● EXERCISE PROMPT
Scan each line of the records for the word "lane" and extract the ones that have it.

Stored data:
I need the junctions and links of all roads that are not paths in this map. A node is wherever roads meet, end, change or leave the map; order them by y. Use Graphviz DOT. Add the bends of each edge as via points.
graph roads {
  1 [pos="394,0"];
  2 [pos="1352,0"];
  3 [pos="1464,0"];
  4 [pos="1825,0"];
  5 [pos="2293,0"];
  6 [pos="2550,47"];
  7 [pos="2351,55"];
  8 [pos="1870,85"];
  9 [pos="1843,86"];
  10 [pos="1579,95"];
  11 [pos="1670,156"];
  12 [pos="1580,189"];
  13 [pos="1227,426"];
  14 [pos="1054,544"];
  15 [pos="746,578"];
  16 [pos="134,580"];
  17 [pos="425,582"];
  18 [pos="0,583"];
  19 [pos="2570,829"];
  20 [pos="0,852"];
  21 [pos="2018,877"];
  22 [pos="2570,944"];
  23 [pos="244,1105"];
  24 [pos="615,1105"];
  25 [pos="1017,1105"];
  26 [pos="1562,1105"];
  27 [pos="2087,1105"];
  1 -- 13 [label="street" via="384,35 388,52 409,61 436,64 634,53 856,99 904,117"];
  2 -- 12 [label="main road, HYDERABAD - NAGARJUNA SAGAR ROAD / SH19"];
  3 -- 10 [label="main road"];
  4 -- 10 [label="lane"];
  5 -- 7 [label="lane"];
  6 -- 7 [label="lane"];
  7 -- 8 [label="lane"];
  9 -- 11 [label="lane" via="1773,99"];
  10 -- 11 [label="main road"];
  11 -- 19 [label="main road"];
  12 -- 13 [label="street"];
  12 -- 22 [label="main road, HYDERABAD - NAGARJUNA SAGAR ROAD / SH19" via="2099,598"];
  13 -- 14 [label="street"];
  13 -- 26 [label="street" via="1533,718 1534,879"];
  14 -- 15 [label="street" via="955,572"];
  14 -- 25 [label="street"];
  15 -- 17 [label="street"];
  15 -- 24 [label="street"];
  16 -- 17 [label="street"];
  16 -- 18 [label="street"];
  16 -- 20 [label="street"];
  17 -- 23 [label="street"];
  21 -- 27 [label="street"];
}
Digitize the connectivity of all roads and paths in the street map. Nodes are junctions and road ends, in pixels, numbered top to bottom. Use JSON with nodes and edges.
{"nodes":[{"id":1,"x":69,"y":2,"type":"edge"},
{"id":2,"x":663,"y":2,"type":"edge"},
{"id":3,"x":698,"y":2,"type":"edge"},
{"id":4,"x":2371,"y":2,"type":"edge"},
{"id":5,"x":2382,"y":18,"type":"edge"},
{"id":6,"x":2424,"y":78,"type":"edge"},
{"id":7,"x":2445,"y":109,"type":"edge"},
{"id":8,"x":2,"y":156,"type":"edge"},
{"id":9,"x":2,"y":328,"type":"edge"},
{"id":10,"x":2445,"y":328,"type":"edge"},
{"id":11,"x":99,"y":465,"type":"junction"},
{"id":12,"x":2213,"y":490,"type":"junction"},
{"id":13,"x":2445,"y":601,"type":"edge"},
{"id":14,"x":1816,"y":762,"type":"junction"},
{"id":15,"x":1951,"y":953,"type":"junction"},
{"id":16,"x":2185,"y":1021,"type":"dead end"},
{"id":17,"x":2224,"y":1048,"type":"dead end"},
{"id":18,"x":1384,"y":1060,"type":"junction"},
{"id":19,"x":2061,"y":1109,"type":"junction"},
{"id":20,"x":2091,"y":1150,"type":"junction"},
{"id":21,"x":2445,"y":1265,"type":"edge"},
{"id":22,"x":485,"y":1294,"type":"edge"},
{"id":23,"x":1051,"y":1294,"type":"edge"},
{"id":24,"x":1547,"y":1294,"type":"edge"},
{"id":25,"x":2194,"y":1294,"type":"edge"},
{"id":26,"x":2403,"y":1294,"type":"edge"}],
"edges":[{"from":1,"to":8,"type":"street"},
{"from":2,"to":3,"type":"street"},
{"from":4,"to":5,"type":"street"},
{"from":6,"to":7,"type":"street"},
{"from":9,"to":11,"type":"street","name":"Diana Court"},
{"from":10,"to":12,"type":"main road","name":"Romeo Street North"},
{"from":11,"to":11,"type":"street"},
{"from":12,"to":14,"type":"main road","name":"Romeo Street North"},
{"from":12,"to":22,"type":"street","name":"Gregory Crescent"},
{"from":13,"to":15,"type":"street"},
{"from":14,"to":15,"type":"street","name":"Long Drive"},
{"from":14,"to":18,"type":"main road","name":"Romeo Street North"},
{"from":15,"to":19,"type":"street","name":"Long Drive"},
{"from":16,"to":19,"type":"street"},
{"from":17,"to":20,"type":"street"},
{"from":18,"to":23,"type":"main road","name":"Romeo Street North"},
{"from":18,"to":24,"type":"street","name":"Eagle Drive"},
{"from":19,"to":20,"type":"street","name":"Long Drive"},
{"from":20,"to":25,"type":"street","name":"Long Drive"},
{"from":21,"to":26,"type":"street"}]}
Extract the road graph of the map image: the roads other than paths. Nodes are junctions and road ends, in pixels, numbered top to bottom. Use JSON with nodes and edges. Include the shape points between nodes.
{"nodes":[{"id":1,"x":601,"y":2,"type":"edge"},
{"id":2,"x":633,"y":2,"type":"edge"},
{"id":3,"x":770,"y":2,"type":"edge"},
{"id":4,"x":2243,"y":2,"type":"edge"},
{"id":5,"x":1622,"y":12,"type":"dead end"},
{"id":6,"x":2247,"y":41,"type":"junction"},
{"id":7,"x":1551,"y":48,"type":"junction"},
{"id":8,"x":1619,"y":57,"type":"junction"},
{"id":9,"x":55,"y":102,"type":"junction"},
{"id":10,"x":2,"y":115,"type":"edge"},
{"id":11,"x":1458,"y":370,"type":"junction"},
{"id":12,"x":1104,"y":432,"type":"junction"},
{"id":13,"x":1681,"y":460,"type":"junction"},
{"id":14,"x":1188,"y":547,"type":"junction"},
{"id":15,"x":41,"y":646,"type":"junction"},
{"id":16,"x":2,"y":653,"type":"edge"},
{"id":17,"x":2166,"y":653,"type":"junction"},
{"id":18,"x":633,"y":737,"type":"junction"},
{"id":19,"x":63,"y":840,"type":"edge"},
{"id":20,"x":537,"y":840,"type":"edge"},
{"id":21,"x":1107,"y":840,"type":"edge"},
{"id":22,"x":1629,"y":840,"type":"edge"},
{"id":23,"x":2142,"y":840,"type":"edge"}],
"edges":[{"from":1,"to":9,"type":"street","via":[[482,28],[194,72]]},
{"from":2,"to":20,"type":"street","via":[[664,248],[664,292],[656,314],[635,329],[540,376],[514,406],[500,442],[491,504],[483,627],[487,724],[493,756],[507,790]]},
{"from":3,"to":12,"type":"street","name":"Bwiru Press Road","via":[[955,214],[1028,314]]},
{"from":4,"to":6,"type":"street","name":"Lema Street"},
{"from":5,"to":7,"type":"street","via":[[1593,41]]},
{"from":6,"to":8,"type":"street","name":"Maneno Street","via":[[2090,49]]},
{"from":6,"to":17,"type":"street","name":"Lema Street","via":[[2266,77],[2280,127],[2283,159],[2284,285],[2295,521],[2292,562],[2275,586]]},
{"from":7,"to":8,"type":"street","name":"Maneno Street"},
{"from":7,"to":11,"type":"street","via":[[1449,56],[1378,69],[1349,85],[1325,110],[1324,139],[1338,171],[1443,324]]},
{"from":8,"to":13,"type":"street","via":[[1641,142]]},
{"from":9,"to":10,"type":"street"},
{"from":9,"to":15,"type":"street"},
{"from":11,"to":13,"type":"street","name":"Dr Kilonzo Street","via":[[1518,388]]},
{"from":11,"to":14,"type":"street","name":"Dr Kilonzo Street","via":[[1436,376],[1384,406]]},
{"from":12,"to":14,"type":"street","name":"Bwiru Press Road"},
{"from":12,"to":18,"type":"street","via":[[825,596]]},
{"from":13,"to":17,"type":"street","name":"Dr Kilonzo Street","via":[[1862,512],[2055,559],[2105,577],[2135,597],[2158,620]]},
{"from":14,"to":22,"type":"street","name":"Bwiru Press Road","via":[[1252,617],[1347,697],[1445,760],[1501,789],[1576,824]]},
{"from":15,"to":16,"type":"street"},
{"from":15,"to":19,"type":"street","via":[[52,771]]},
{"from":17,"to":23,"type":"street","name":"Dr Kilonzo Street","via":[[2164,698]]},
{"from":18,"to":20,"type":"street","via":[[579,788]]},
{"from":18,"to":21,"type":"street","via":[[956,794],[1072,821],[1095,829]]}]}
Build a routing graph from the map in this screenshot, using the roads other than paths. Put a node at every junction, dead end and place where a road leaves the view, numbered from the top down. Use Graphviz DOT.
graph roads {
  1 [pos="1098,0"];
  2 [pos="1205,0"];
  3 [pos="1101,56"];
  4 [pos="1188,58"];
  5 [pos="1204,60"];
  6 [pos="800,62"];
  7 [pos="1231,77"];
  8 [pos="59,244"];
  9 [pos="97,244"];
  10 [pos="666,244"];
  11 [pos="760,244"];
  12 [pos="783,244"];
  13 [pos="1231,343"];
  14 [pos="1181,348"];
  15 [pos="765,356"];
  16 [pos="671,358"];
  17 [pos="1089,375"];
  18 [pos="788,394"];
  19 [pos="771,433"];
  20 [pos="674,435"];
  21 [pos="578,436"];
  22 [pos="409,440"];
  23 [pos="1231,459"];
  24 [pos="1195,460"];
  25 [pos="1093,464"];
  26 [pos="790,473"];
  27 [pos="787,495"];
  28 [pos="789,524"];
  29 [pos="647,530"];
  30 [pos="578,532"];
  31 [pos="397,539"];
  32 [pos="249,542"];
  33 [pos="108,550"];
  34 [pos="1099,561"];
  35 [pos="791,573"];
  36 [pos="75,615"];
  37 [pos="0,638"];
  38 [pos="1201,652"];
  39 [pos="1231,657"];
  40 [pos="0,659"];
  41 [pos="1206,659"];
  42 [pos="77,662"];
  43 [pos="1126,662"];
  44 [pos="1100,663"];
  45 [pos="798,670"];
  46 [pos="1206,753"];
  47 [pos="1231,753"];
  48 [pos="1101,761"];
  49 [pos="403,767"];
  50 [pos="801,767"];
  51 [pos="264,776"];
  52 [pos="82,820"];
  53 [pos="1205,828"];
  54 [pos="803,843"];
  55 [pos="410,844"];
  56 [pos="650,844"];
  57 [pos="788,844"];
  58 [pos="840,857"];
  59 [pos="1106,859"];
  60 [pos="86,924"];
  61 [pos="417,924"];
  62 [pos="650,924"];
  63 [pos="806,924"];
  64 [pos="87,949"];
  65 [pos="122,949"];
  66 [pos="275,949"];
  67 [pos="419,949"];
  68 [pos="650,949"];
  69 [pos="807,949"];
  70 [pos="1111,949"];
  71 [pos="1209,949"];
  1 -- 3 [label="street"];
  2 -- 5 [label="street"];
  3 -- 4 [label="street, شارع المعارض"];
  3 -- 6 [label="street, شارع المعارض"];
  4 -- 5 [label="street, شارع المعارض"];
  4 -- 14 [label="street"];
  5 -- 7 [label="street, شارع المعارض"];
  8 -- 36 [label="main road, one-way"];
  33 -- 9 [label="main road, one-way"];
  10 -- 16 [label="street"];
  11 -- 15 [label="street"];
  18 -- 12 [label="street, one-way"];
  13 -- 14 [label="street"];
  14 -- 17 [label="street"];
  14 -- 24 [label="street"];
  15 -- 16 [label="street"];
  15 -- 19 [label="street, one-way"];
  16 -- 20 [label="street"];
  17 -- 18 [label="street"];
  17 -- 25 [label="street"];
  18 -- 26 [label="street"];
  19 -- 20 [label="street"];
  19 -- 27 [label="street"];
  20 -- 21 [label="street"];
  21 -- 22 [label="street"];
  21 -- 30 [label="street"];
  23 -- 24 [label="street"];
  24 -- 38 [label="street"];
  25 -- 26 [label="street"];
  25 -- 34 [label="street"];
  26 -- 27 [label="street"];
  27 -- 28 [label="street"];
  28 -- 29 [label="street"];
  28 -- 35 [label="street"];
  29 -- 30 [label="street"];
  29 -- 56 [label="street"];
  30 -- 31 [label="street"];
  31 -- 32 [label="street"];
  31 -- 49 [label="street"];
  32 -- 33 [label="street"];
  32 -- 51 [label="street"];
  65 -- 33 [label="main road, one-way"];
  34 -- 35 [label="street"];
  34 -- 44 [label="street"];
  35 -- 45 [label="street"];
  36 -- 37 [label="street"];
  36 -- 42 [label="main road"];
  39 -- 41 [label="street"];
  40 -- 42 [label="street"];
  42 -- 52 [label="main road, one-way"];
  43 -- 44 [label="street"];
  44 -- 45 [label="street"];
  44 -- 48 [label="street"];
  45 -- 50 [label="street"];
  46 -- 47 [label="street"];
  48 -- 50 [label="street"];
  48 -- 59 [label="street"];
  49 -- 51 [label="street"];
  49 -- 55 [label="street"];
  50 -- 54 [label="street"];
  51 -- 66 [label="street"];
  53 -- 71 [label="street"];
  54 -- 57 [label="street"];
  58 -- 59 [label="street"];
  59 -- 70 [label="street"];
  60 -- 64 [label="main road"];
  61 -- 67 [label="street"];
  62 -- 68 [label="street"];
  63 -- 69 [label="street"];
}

● RESULT
  4 -- 10 [label="lane"];
  5 -- 7 [label="lane"];
  6 -- 7 [label="lane"];
  7 -- 8 [label="lane"];
  9 -- 11 [label="lane" via="1773,99"];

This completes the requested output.